--- START ---

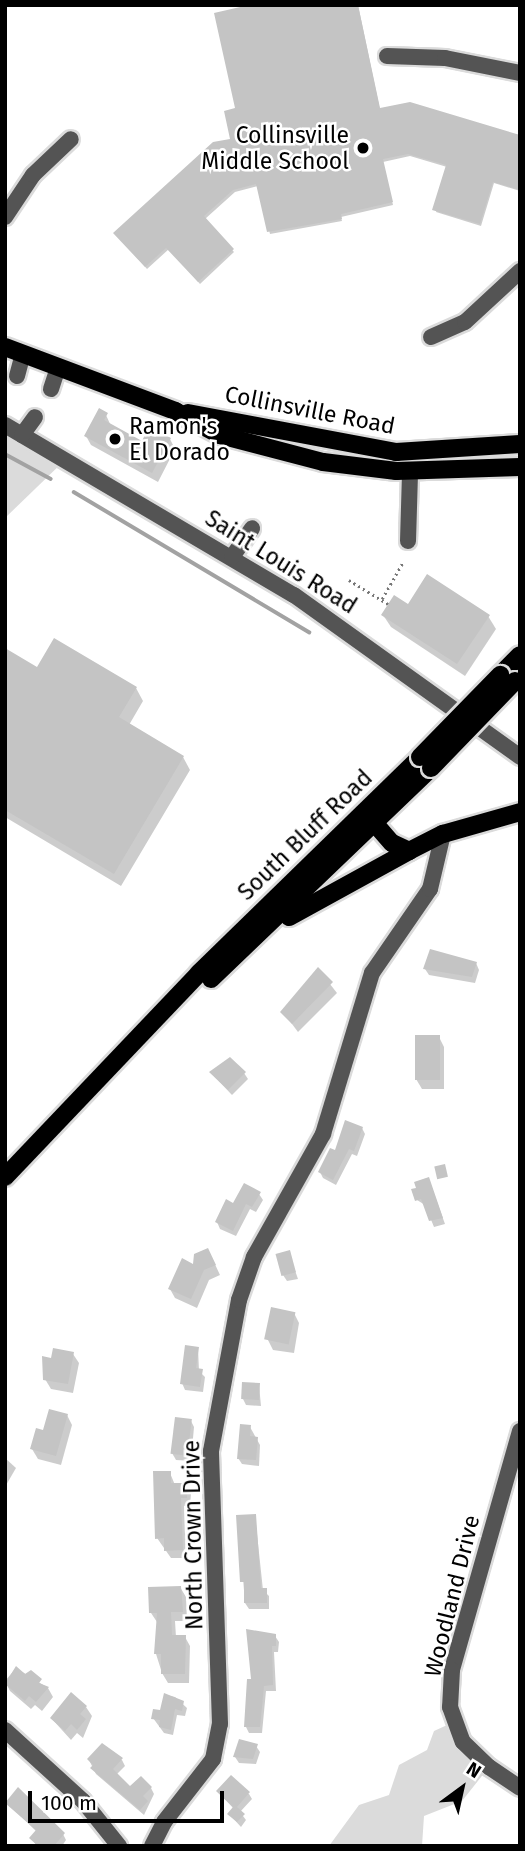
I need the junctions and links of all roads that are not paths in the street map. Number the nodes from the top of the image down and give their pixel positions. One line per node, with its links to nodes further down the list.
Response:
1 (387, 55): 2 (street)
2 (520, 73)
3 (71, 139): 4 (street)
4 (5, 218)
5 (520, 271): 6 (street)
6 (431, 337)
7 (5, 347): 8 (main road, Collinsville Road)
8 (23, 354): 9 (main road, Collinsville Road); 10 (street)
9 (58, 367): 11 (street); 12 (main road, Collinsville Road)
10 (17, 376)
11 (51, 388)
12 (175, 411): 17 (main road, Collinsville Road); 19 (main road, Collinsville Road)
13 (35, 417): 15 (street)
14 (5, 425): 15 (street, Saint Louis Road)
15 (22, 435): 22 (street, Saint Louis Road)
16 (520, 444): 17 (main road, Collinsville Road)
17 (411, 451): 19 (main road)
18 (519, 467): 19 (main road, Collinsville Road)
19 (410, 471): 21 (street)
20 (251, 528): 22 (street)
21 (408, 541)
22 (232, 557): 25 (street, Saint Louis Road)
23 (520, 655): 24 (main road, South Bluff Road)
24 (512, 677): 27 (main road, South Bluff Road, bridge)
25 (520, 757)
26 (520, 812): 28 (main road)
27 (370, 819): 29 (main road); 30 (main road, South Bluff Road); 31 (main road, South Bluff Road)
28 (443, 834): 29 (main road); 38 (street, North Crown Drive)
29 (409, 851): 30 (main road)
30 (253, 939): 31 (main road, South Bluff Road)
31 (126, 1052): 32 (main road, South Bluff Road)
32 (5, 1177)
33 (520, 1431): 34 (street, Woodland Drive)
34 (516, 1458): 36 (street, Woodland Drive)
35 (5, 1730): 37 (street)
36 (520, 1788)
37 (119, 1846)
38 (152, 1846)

--- END ---
--- START ---

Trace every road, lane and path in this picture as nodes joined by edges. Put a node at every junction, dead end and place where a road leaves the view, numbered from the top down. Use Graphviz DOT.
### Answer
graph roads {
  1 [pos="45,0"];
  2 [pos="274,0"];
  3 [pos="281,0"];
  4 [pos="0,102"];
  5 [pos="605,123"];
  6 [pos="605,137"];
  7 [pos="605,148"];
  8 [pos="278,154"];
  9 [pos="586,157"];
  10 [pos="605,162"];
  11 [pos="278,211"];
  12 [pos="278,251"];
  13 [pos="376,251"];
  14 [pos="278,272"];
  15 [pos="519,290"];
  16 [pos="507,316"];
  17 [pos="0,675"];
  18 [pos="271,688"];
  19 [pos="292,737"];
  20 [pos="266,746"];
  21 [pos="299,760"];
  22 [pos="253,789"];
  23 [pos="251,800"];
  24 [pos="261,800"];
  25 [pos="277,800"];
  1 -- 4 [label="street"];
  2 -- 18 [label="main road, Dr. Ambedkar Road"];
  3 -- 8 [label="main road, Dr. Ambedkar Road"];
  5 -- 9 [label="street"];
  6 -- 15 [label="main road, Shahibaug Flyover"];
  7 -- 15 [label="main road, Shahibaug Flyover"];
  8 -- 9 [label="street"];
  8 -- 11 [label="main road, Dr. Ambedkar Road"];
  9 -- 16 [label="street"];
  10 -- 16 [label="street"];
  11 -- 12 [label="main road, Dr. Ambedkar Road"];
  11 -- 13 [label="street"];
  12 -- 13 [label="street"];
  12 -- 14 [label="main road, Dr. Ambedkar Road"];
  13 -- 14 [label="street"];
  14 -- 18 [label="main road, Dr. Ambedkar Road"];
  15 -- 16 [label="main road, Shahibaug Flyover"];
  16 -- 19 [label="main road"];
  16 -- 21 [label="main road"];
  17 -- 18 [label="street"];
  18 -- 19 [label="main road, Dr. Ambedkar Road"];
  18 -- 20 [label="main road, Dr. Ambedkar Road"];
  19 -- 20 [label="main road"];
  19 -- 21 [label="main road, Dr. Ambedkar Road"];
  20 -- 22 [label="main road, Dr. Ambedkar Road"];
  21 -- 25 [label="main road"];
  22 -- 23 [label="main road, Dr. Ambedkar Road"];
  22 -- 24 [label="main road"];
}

--- END ---

Action item.
Which lines of the material contain "roads"? List them.

Written solution.
I need the junctions and links of all roads that are not paths in the street map. Number the nodes from the top of the image down and give their pixel positions. One line per node, with its links to nodes further down the list.
graph roads {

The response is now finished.